The rate of bleeding requiring reoperation has remained unchanged over 25 years, and is consistently low, below 1% (0.92% vs. 0.86%, p = 0.8646). These results are consistent with published data46. Notably, no special hemostatic devices, such as a LigaSure or Harmonic scalpel, were used during thyroid resection.

The final aspect analyzed in our 25-year study of thyroid surgery at our center was recurrent goiter. The nearly twofold increase in the number of patients with recurrent goiter in later years (4.88% vs. 7.59%, p = 0.00013) was a consequence of non-radical surgeries performed in earlier years. The malignant lesion rate exceeding 20% in recurrent goiter in recent years supports primary total thyroid resection as the optimal approach47,48,49, which should be the treatment of choice in the era of neuromonitoring.

In summary, thyroid surgery has undergone significant advancements over the past century, with the last 25 years bringing notable progress in the diagnosis of thyroid disorders and the implementation of new technologies. In the future, it seems inevitable that the number of patients diagnosed with thyroid cancer will increase, in an era when ultrasound and fine-needle aspiration biopsy are so widely available, although the possibility of active surveillance of thyroid cancer for small lesions50, and the possibility of using ablative techniques to treat them may also reduce the number of patients treated surgically for thyroid cancer51. Total excision of the thyroid gland appears to be the optimal surgical approach that does not significantly increase the rate of postoperative complications, and the implementation of neuromonitoring has a beneficial effect on the quality of surgical treatment, minimizing the risk of phonatory disorders after thyroid surgery. It is necessary to research new methods for protecting the parathyroid glands during thyroid surgery.

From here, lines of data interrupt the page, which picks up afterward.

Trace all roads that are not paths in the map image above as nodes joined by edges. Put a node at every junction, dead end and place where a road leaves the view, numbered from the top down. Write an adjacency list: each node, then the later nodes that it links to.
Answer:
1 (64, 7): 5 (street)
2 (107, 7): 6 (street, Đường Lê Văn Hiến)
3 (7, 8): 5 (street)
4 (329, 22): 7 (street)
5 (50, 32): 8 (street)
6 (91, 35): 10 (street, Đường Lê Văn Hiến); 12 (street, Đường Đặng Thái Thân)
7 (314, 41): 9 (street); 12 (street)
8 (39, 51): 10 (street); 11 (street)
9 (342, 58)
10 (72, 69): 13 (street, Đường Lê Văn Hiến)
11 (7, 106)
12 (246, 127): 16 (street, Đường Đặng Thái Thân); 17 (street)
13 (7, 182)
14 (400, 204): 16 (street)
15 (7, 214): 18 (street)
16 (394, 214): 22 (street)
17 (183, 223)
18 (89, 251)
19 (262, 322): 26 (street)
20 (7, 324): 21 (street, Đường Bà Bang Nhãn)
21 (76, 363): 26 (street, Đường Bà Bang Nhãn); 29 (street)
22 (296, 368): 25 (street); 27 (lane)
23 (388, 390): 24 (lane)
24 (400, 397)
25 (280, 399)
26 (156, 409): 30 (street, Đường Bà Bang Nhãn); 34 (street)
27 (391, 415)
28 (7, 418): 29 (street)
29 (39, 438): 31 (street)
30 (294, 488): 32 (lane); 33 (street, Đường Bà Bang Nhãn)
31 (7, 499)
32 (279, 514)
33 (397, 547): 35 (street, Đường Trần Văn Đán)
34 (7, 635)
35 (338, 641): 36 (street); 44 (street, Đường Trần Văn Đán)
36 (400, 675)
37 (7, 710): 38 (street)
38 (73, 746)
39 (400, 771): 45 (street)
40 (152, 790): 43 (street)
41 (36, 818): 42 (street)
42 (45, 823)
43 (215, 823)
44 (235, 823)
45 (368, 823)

Finally, it is necessary to mention the limitations of the current manuscript. The lack of data from the years 2004–2010 and 2016–2017 is a weak point of this manuscript. Nevertheless, the collected data made it possible to identify trends in the surgical treatment of thyroid diseases in the period of 25 years. There is no information on the length of stay during the study period over time, which could have changed, because advances in energy devices, anesthesia and surgical techniques have influenced surgical duration, safety and the feasibility of short stay procedures. This aspect should be the subject of research in further analyses.

Conclusions

Over 25 years (1996–2020), the number of patients undergoing surgery more than tripled for thyroid cancer and doubled for recurrent goiter. A noticeable decreasing trend in operations due to Graves’ disease has also been observed. The scope of thyroid resection has shifted, from predominantly partial bilateral thyroid resection in the 1990s, to practically exclusively performing total resection surgeries for both benign and malignant thyroid conditions in recent years. The increase in the scope of surgery has not increased the rate of total RLN paralysis; however, it has increased the rate of postoperative hypoparathyroidism. Neuromonitoring played a key role in the transition from partial thyroidectomy to total thyroidectomy surgery, while minimizing the rate of vocal fold paralysis. The myth of the 1% complication rate in thyroid surgery still remains and requires the implementation of new technologies to lower the risk of complications further.